Our helpline takes calls about physical, financial, sexual and emotional abuse. The fact that such terrible abuse can go on for so long within mainstream health services shows that there is still a long way to go before systems are effective in preventing abuse taking root. Time and again, inquiries have revealed the same systematic lack of respect for basic dignities alongside cultures which appear immune to monitoring.
What is needed? First of all education: making training in abuse prevention and detection mandatory for all working in health and care. Rather than seeing the reporting of concern as "whistle-blowing", not reporting should itself lead to disciplinary action. Professional codes and regulatory guidance should state explicitly what is and is not acceptable. There should be a right of access to independent advocacy which is independent of other service provision. These services must be given routine access to wards and care homes. Specialist support services for people disclosing abuse must be properly funded. Information about abuse should be given to clients, carers and the public.
It is positive that the General Social Care Council will be regulating a large tranche of social care staff. However, regulation is not a panacea. It provides better systems for complaint and accountability but it cannot of itself prevent abuse happening in the first place.

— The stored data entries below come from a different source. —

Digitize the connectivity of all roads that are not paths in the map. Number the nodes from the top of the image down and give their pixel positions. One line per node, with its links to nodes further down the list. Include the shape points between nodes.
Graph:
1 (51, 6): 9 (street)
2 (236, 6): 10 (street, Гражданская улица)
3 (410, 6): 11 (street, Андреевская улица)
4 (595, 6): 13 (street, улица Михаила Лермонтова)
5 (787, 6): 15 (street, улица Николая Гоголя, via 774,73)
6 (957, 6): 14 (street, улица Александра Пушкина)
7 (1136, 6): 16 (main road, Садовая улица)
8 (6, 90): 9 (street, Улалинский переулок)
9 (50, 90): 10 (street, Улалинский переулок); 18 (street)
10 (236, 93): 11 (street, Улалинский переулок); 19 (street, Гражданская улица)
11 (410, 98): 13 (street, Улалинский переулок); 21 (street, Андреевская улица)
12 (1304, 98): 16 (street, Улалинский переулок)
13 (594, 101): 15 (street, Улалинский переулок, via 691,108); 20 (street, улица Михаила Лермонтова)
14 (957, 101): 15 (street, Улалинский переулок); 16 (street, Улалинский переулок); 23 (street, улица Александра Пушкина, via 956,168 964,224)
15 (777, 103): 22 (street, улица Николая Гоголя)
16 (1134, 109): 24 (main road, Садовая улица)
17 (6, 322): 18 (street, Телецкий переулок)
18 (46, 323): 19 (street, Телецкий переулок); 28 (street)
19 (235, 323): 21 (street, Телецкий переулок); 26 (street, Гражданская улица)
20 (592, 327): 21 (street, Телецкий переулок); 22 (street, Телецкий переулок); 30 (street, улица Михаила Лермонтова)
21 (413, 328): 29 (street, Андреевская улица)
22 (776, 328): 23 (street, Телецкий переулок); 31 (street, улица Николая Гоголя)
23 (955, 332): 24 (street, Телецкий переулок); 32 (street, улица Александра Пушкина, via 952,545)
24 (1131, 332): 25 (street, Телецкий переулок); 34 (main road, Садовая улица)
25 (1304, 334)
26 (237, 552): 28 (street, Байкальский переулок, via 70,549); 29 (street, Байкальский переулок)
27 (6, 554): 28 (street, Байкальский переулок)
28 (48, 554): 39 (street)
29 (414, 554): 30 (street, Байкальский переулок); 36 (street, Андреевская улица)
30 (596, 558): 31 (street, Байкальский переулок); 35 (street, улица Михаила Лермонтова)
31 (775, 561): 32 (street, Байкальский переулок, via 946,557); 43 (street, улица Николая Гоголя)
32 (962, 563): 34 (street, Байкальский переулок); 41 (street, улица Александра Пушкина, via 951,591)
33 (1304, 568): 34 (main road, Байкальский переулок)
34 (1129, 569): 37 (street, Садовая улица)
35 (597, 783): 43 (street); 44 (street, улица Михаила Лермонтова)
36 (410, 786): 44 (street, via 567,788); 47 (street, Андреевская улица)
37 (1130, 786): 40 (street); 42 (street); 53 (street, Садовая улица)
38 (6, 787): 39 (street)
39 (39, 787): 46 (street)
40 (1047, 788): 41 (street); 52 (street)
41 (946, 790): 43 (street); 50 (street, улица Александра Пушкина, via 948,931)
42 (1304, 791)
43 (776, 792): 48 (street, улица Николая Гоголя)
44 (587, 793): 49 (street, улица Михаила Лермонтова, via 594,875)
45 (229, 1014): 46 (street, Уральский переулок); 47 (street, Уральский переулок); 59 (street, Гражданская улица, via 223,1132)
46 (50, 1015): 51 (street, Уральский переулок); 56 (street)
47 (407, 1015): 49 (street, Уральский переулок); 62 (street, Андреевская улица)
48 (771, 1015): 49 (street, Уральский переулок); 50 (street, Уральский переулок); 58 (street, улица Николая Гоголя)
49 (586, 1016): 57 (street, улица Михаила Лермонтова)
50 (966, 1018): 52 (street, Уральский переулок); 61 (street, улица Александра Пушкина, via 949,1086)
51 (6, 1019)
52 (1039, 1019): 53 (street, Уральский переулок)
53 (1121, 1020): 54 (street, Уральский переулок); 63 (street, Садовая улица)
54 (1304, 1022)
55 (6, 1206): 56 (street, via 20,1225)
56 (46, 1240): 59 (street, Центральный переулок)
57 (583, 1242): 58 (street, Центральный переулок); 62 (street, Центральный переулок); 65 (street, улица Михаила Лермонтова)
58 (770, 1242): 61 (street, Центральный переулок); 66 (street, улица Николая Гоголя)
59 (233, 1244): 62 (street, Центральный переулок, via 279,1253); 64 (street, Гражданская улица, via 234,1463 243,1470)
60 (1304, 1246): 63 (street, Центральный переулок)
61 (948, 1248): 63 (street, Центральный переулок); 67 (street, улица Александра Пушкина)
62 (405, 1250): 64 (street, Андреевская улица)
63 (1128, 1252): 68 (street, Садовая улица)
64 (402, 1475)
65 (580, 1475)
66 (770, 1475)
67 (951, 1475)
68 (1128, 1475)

Abuse by trusted professionals causes serious and long-lasting harm. As well as the clear physical effects, it damages the fundamental trust that people rightly place in staff who are there to support, help and treat them. We work with people who have never recovered; who never received the support they originally sought and who struggle to gain the health and care support that they need. Unlike the US, the UK has no substantive tradition of academic inquiry, no properly funded aftercare services and no dedicated central funding. Perhaps policy makers need to look again at this area.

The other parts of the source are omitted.